Thanks to a list given to me in December 1998, I opposed the luxurious wasteful spending by the Coalition while hospitals were turning away dying people. The list included the belltower near the Barrack Street Jetty, often deceitfully named part of a "redevelopment" plan by the Liberal-National Coalition.
Perhaps the so-called conservative parties ought to look at the Church organisations that manage with nowhere near operational costs of $1000 a week ["a DAY" ought to have been written] per belltower! -- JOHN MASSAM, Greenwood, "User-pays bell tolls for them", in The West Australian, Tuesday June 19 2001, page 15
Our illustrious belltower . .
OUR illustrious belltower is losing money -- surprise, surprise. So now there's talk of privatising it. If this is true, can we please, please offer it to Richard Court? He would surely love it and wouldn't it be poetic justice? -- D. M. THOMAS, Mahogany Creek, in The West Australian, Tuesday June 19 2001, p. 15
. . pool their payouts . .
RICHARD COURT informed the paying public that the belltower would be a great financial asset, paying an annual dividend to the State.
Mr Court and his ministers, having the inside knowledge and foresight of how to run the asset at a profit, should pool their payouts and buy the belltower. They could then all retire comfortably on the forecasted annual dividends they will receive. I, for one, am prepared to forgo the annual dividends. -- ILSE ENSTON, Churchlands, in The West Australian, Tuesday June 19 2001, p. 14
. . superannuation . .
WHAT to do with the belltower? Easy. Make it part of Richard Court's superannuation package. -- DAVE RICHARDS, Mullalyup, in The West Australian, Wednesday June 20 2001, p. 14
The [Labor] Government expects the low attendance numbers will result in an operational deficit of $84,000 between April 10 and June 30.
Culture and the Arts Minister Sheila McHale said the Government would appoint a commercial manager so the venue did not become a white elephant. Ms McHale said the Government had not examined privatisation of the belltower but she would consider all options.
More than 250,000 people visited the tower when entry was free between December 11 and April 10 but attendances were just 15,573 between April 10 and May 27.
Ms McHale said current weekly attendances of between 1200 and 1700 fell well short of the minimum 4200 required to break even. She was worried the belltower was a drain on the public purse. At worst, it could cost taxpayers $1 million a year.
"WA taxpayers have already paid $535,000 to supplement the belltower's operational budget during the free access period from December 11 to April 10," she said. "It has to be seen as part of the tourism journey through Perth -- I am hopeful that the queues will start again but the indicators are not good."

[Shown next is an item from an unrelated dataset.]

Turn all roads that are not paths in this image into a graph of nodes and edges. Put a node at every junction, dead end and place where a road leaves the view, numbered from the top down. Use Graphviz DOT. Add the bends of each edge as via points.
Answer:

Opposition [Coalition] culture and the arts spokesman Mike Board said it was premature and unnecessary to talk of privatising a public asset. He said the Government had to give the belltower a year to 18 months before assessing its success.
The [Labor] Government's decision to scrap the $24.5 million second stage of the project, which involved upgrading the Barrack Square area, would affect the belltower's success. -- © MELISSA STEVENS, The West Australian, Friday June 15 2001, p. 5.

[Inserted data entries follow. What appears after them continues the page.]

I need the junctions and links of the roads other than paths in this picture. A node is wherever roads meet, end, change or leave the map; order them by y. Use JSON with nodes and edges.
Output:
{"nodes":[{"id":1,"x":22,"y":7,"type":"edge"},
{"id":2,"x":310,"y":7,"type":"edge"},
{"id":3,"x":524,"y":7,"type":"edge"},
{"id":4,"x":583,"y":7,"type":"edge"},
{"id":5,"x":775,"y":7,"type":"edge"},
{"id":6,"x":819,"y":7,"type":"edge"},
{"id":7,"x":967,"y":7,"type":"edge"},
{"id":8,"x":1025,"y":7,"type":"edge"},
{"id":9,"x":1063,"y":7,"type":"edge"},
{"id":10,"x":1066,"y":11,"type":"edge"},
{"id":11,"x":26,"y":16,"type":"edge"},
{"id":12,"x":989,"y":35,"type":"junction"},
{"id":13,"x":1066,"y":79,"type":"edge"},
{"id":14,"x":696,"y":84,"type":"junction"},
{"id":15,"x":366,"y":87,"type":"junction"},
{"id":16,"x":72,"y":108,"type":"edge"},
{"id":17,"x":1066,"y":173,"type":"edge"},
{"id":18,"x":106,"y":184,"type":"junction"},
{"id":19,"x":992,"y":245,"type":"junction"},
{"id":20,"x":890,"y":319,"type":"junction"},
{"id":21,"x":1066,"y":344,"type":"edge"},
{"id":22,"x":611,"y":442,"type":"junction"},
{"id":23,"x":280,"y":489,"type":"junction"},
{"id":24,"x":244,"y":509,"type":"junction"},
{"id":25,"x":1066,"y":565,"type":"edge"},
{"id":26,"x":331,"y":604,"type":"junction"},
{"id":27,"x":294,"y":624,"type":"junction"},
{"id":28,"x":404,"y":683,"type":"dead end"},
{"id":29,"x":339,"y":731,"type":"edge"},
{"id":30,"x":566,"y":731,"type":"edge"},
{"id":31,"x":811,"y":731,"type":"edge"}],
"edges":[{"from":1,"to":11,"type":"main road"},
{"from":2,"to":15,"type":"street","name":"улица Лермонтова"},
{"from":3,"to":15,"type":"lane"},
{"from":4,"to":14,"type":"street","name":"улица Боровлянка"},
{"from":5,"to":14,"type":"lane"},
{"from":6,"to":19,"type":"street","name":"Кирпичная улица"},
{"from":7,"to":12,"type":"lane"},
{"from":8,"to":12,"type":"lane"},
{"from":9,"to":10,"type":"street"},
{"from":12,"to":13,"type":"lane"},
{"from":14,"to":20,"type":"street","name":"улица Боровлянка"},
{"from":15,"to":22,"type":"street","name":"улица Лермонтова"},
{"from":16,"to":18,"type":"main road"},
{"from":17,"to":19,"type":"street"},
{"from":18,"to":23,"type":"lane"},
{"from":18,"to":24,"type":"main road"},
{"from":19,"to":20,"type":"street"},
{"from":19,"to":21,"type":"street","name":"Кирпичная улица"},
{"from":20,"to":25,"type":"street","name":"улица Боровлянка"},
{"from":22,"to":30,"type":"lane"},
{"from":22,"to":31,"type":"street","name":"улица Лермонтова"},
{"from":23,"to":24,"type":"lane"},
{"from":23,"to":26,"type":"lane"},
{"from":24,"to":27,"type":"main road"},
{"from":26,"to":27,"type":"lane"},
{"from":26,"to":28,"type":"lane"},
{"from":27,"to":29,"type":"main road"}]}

Arts Minister Sheila McHale [Labor] is considering options for the future management of the belltower which range from keeping it within the Arts Ministry to selling off the project.
The previous government had arranged to hand the belltower to the Swan Bells Foundation in April, but the new government postponed the handover to consider its options.
Tess Stroud, a Perth City councillor and foundation member, said she was confident the foundation could run the belltower at a profit.
She said the belltower's $1000 a day losses were mainly seasonal and that tourist interest would pick up during summer.
Bill Edgar, a representative of Barrack Square businesses, said the best option would be for the foundation to run the project with help from local businesses, who could share some of the security and cleaning costs.
The Government cancelled the second stage of the Barrack Square development in April, saying it had not been budgeted for by the previous [Liberal-National] government. -- © BEN RUSE, The West Australian, Wednesday June 20 2001, p. 42.